Шрифт:
Затем я с блеском справляюсь со сценой плача.
Рыдания, сопли и безутешный плач. Я даже боюсь смотреть это на большом экране. Я точно знаю, что это выглядит по-настоящему, потому что это было по-настоящему.
Леви вытаскивает наружу всякое дерьмо, с которым я больше не хочу иметь дело. Дерьмо, которое всегда приводило к гребаному запою в прошлом. Вот как все начиналось. Я чувствовала себя неполноценной и одинокой, и начинала всё заново проигрывать в голове. Начинала винить себя. И чтобы заглушить это, использовала разные способы.
Наркотики, чтобы меньше думать. Торрена, чтобы почувствовать себя желанной и особенной. Музыку, чтобы отключиться. Я жила под кайфом, писала музыку и муссировала хаотичную творческую сторону рок-звезды, потому что это была единственная осязаемая вещь, которая у меня была.
Я должна обрубить это чувство под корень, прежде чем оно полностью овладеет мной.
Будто я поверю на слово той, кто последние несколько лет не вылезала из лечебниц.
Боже, ну и засранец. Он прав, но он все равно засранец. Это вызывает во мне еще большую решимость держать себя в руках. Да, я лечилась в реабилитационном центре, но не вернусь туда обратно. Только не снова.
Я переодеваюсь, смываю грим, затем возвращаюсь в съемный дом и принимаю часовой душ. Делаю себе бокал безалкогольного напитка с черным чаем, который ненавижу, и беру его на крышу, чтобы выпить у небольшого костра. Я слушаю шум движущегося транспорта, шелест ветерка, стрекот цикад и кваканье лягушек.
Недолго думая, вывожу на экран почти заброшенный общий чат с группой и отправляю фото, открывающегося передо мной пейзажа. Удостоверяюсь, что мой бокал не попал в кадр. Это моктейль, но мне не хочется уточнять.
Мэйбл и Торрен реагируют мгновенно. Торрен лайкает фото, а Мэйбл пишет: «ужасный вид». Я жду несколько секунд сообщения от Джоны, но оно не приходит.
А потом, по наитию, открываю переписку только с Мэйбл.
Я: Не могла бы ты отправить мне мою Yamaha? Черную, которая стоит у меня дома в углу музыкальной комнаты.
Мэйбс: Конечно.

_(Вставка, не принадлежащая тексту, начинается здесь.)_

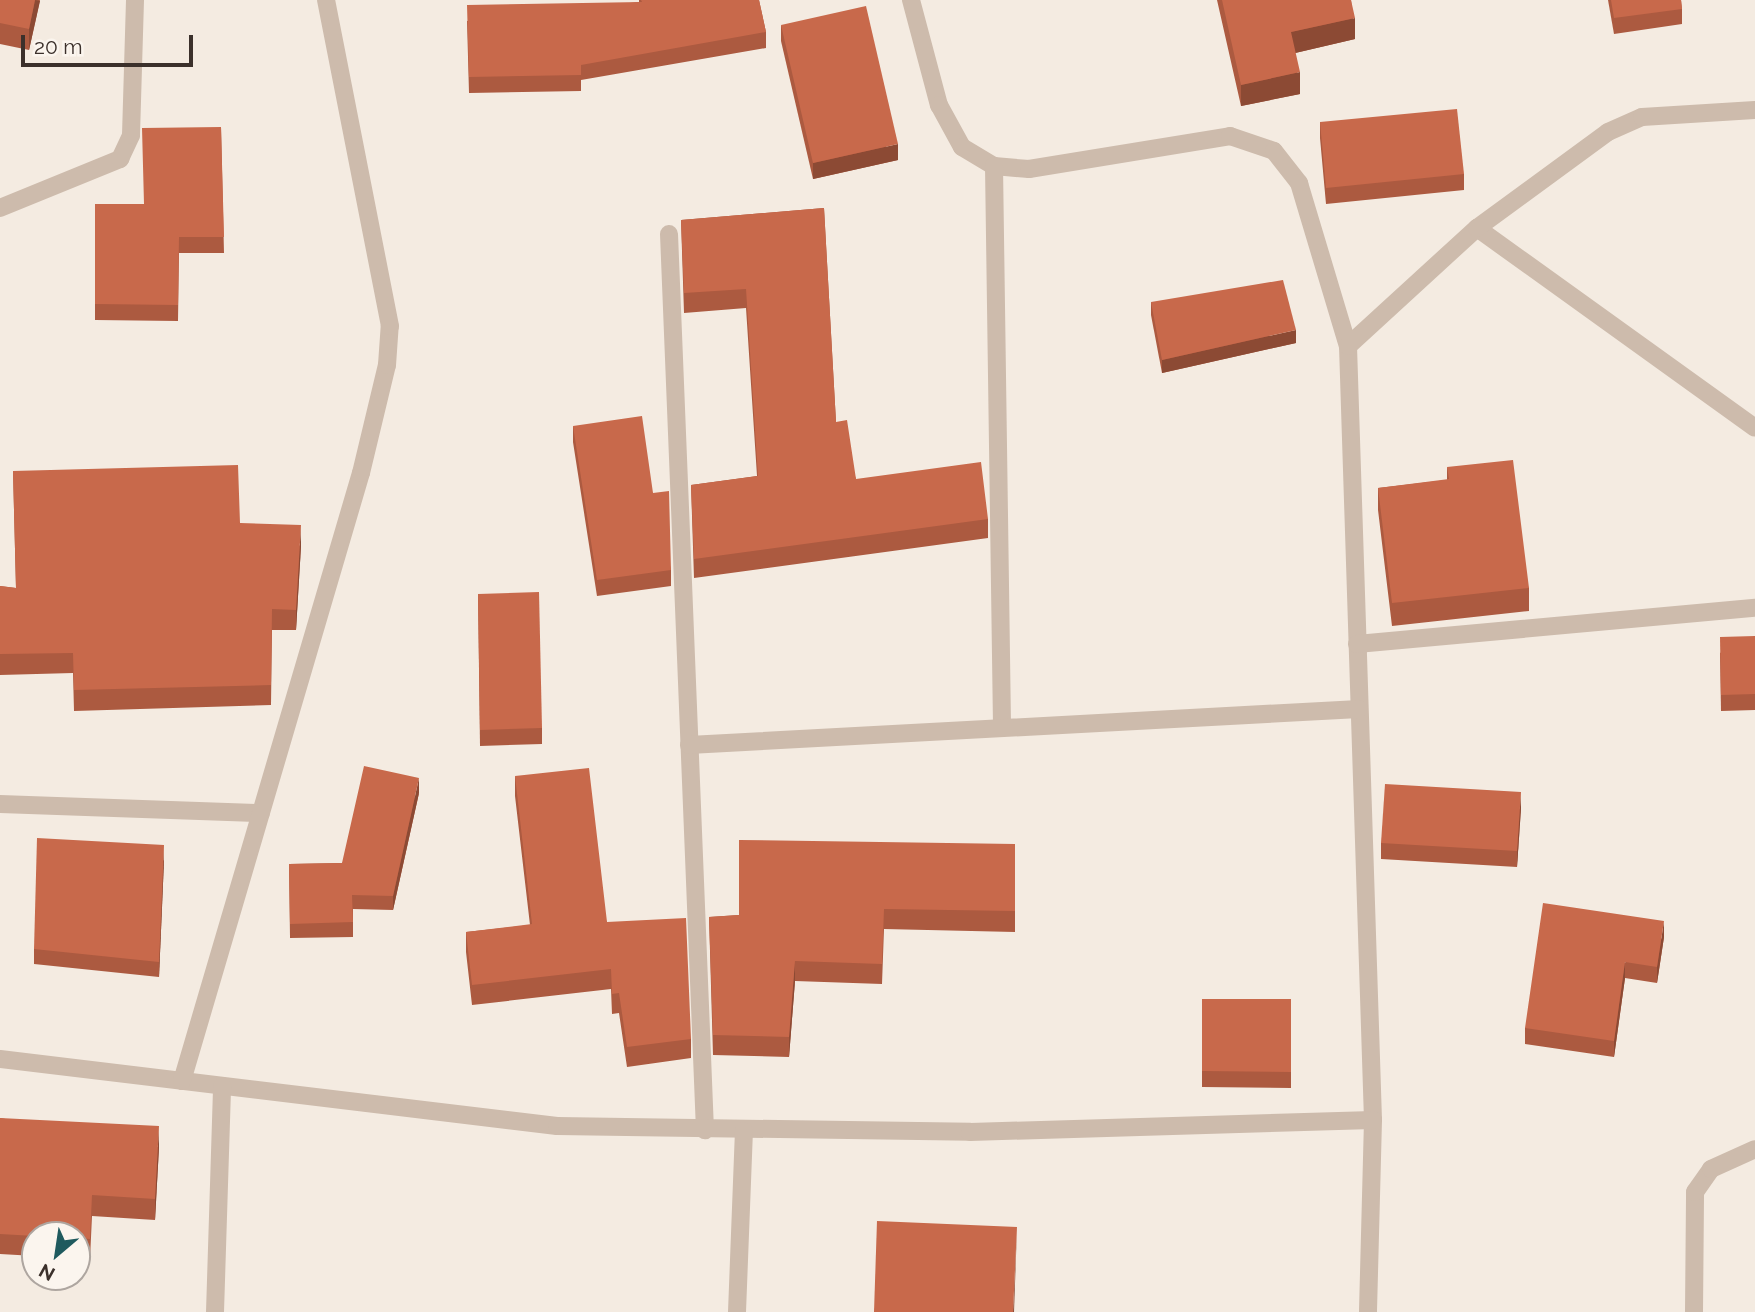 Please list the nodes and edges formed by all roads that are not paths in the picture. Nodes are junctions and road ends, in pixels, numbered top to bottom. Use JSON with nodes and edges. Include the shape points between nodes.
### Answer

А зачем?
С минуту я сижу, размышляя над вопросом, не солгать ли мне. Мэйбл знает обо всем. Вот почему мне было так больно, когда она начала меня ненавидеть. Я продолжаю портить самые важные отношения.
Решаю сказать правду.
Я: Леви здесь. Это долгая история, но я собираюсь научить его дочь играть.
Мэйбс: Ты в порядке?
Улыбка кривит мои губы. Она спросила даже и секунды не прошло. Она беспокоится за меня. Заботится.
Я: На данный момент. Я дам тебе знать, если это изменится.
Глава 24
ЛЕВИ
Шэрон кладет на стол толстый конверт, и я морщусь от знакомого почерка, нацарапанного на бумаге черным маркером.
Черт возьми, они все не уймутся. Мне даже не требуется открывать конверт, чтобы знать о содержимом, поэтому я беру его, иду к мусорной корзине в углу и бросаю туда.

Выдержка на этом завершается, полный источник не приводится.